Yes, it works.   (You do understand that in other contexts, 'hit' means 'rob')


----------



## Loob

I see the thread title includes the word "jump".

That would really _really_ _*really*_ not work for me in English.


----------



## lingobingo

Especially in those shoes?


----------



## Loob

Indeed, lingo...


----------



## bennymix

A child is dawdling before doing a task just assigned.   Mom says, "Jump to it."  (get going on it immediately)  AE.

I wonder about BE.


----------



## Eric Chengdu

lingobingo said:


> Sadly, nipping out to a street ATM is a risky business these days, as you stand a good chance of getting mugged – even in the unlikely event that the CCTV cameras are working.

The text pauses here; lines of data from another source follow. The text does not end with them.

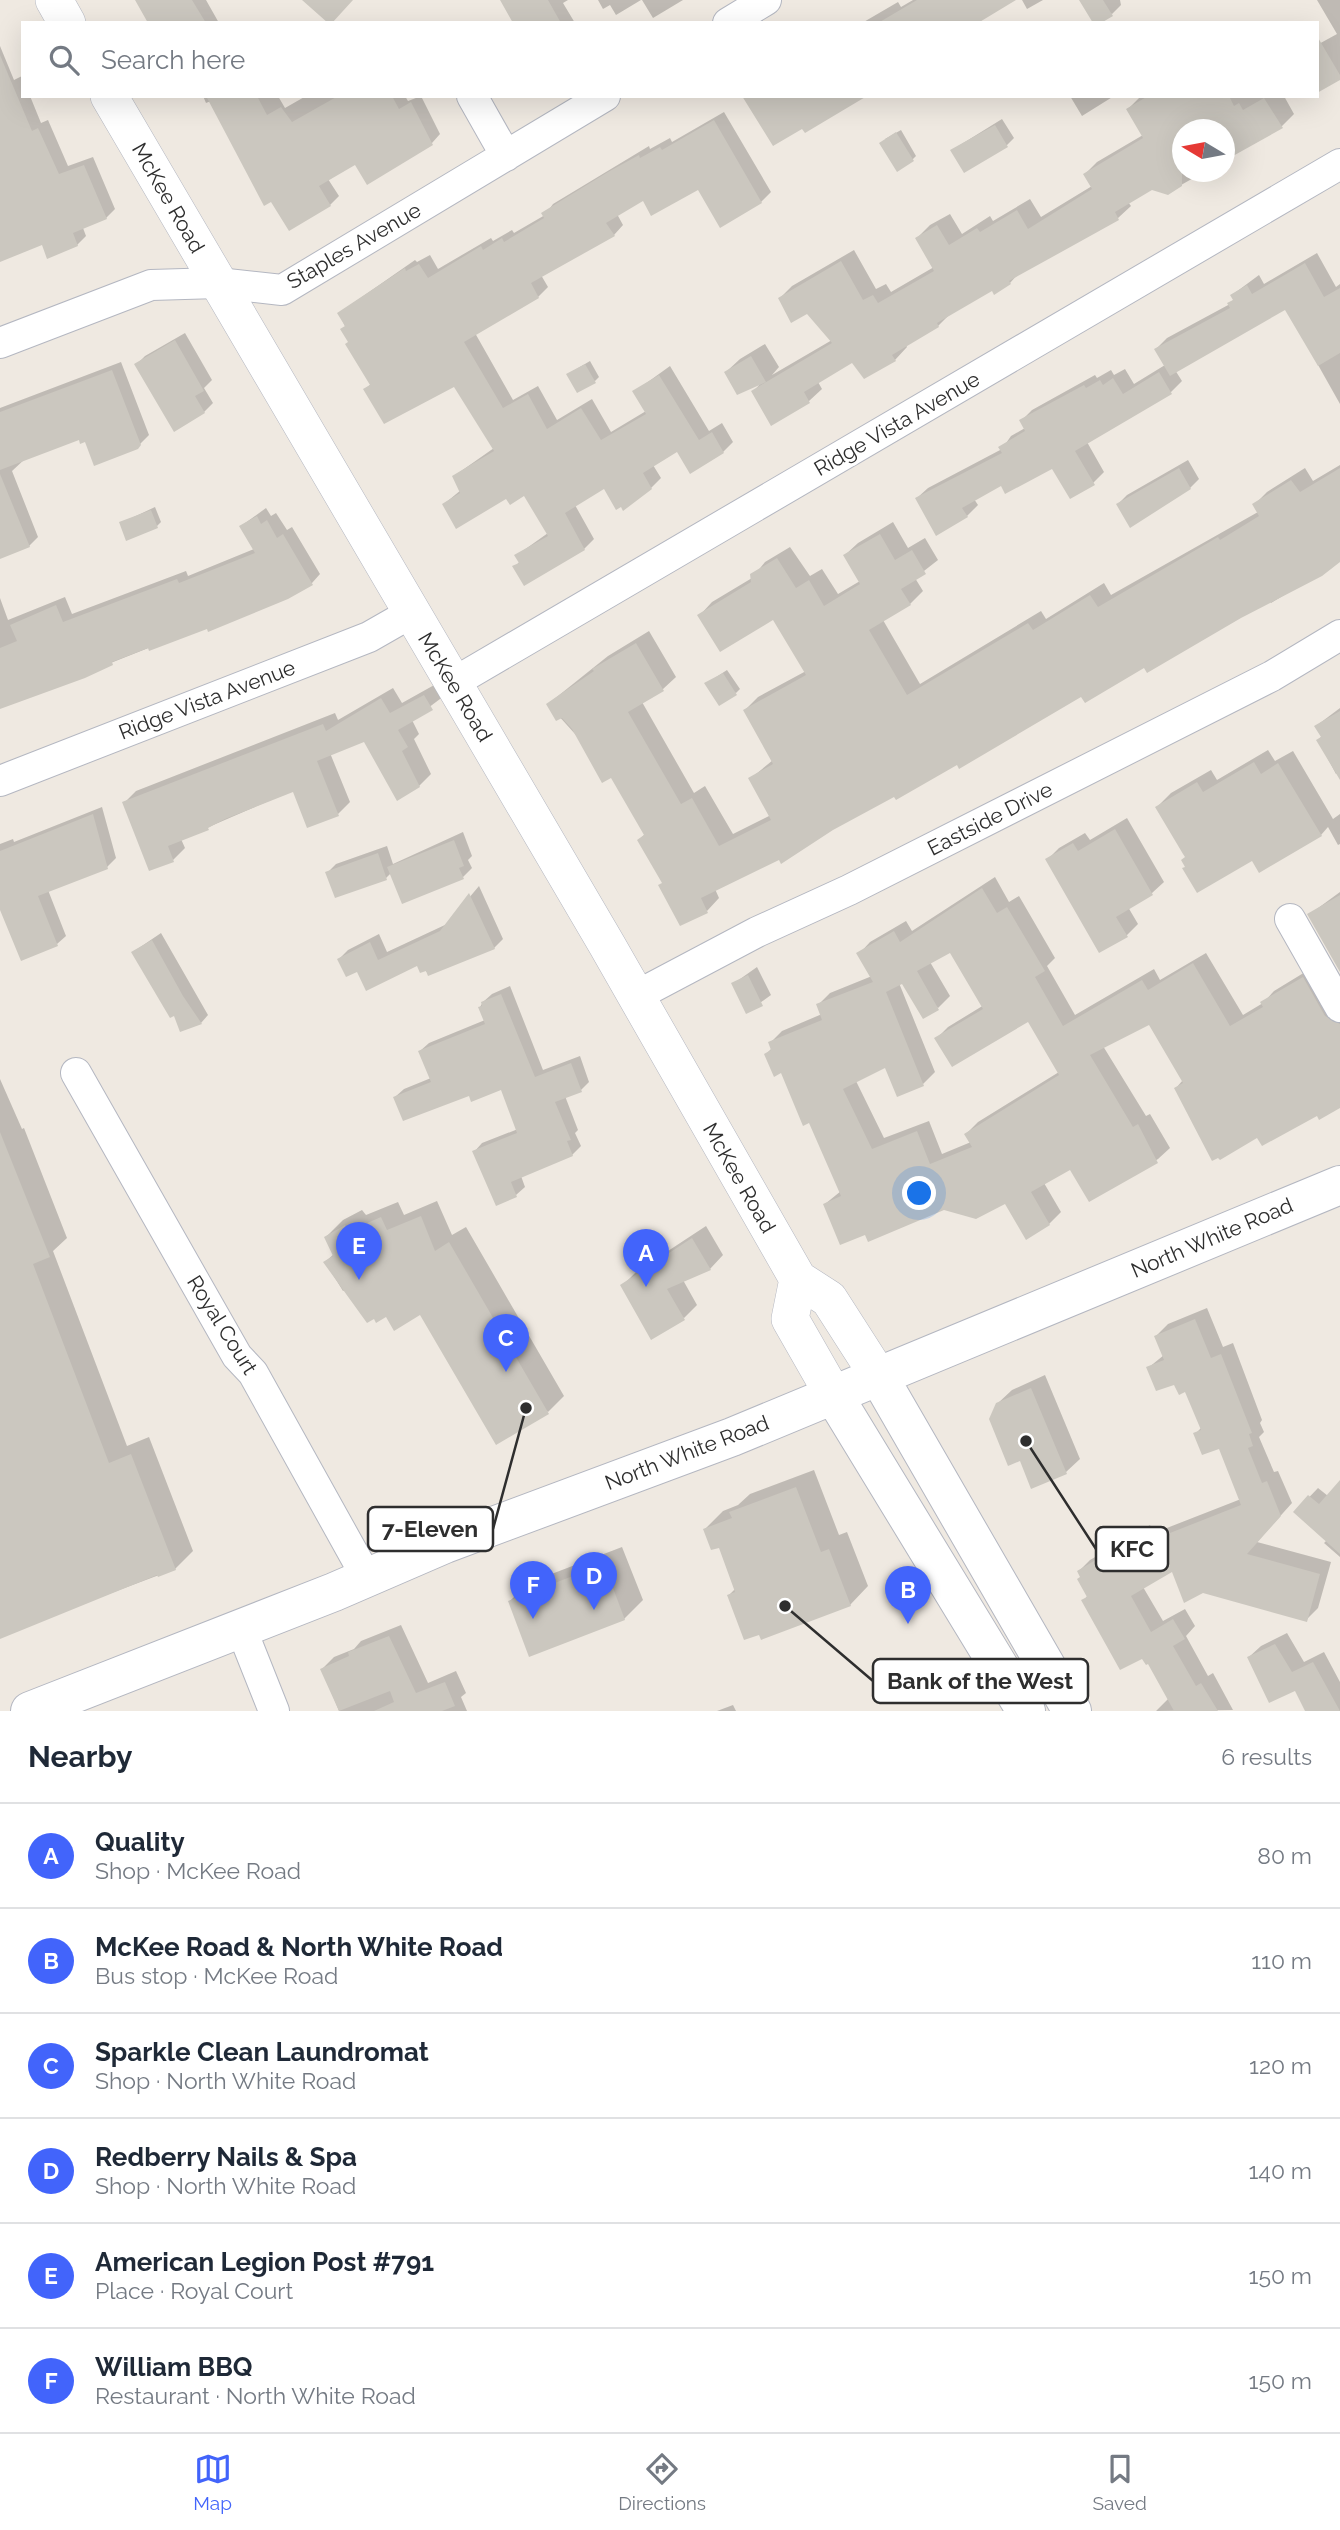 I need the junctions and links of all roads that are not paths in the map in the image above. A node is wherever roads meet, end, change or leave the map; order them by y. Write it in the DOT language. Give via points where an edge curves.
graph roads {
  1 [pos="54,0"];
  2 [pos="759,2"];
  3 [pos="66,21"];
  4 [pos="731,21"];
  5 [pos="110,98"];
  6 [pos="473,98"];
  7 [pos="602,98"];
  8 [pos="506,156"];
  9 [pos="1340,164"];
  10 [pos="218,283"];
  11 [pos="0,343"];
  12 [pos="411,613"];
  13 [pos="1340,635"];
  14 [pos="453,683"];
  15 [pos="0,781"];
  16 [pos="1290,919"];
  17 [pos="636,996"];
  18 [pos="1340,1007"];
  19 [pos="76,1073"];
  20 [pos="1340,1185"];
  21 [pos="798,1279"];
  22 [pos="879,1377"];
  23 [pos="834,1396"];
  24 [pos="367,1578"];
  25 [pos="241,1628"];
  26 [pos="30,1711"];
  27 [pos="274,1711"];
  28 [pos="1026,1711"];
  29 [pos="1072,1711"];
  1 -- 3 [label="street"];
  2 -- 4 [label="street"];
  5 -- 10 [label="street, McKee Road"];
  6 -- 8 [label="street"];
  7 -- 8 [label="street, Staples Avenue"];
  8 -- 10 [label="street, Staples Avenue" via="282,290"];
  9 -- 14 [label="street, Ridge Vista Avenue"];
  10 -- 11 [label="street, Staples Avenue" via="151,285"];
  10 -- 12 [label="street, McKee Road"];
  12 -- 14 [label="street, McKee Road"];
  12 -- 15 [label="street, Ridge Vista Avenue" via="369,637"];
  13 -- 17 [label="street, Eastside Drive" via="1259,682"];
  14 -- 17 [label="street, McKee Road"];
  16 -- 18 [label="street"];
  17 -- 21 [label="street, McKee Road"];
  19 -- 24 [label="street, Royal Court" via="237,1356 260,1385"];
  20 -- 22 [label="main road, North White Road"];
  21 -- 22 [label="street, McKee Road" via="829,1299"];
  21 -- 23 [label="street" via="790,1319"];
  22 -- 23 [label="main road, North White Road"];
  22 -- 29 [label="main road, McKee Road"];
  23 -- 24 [label="main road, North White Road"];
  23 -- 28 [label="main road"];
  24 -- 25 [label="main road, North White Road"];
  25 -- 26 [label="main road, North White Road"];
  25 -- 27 [label="street"];
}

It used to be the case here in China until a few years ago. I often heard someone being mugged at a street ATM or near the bank on TV especially during the period of time before Chinese New Year. Luckily, those days are behind us, we use mobile phone to pay bills nowadays instead of paying with cash, cheque, or credit cards. I can't recall the last time i went to bank or ATM. You can even pay with your face in small grocery stores if you can't be bothered to dip your hand into your pocket and take out your cell phone.


----------



## ewie

You little ripper! said:


> I’m pretty certain the Brits use [_hop_].


 That's news to me, Rippie. Still, colloquial language does vary somewhat from place to place.

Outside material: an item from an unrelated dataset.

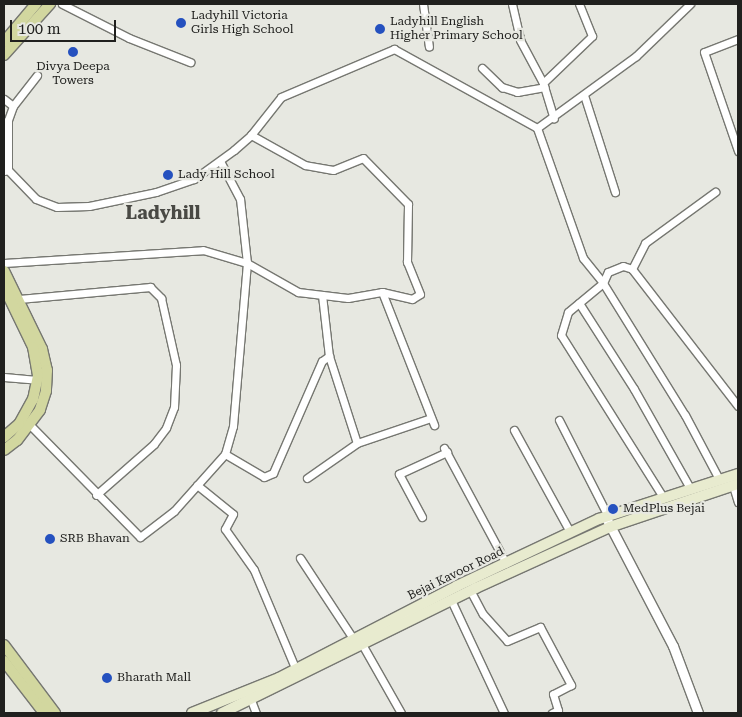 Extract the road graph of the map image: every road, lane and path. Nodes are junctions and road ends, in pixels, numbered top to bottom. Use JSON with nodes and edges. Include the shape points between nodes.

BrE: _nip pop_ also sometimes _nick _; _jump_


----------



## You little ripper!

ewie said:


> That's news to me, Rippie.


I didn’t say ‘*absolutely* certain’, ewie - I said ‘*pretty* certain’. Maybe the Brits I linked to are really Australians who happened to hop over to the UK for a holiday many years ago and decided to stay there, and for all intents and purposes consider themselves British. Some of the lingo from here could have stuck.


----------



## Keith Bradford

According to Google Ngram Viewer, _*rush, pop *_and _*nip*_ are the favourites in Britain.  The other three are virtually unknown.


----------



## Loob

Keith Bradford said:


> According to Google Ngram Viewer, _*rush, pop *_and _*nip*_ are the favourites in Britain.  The other three are virtually unknown.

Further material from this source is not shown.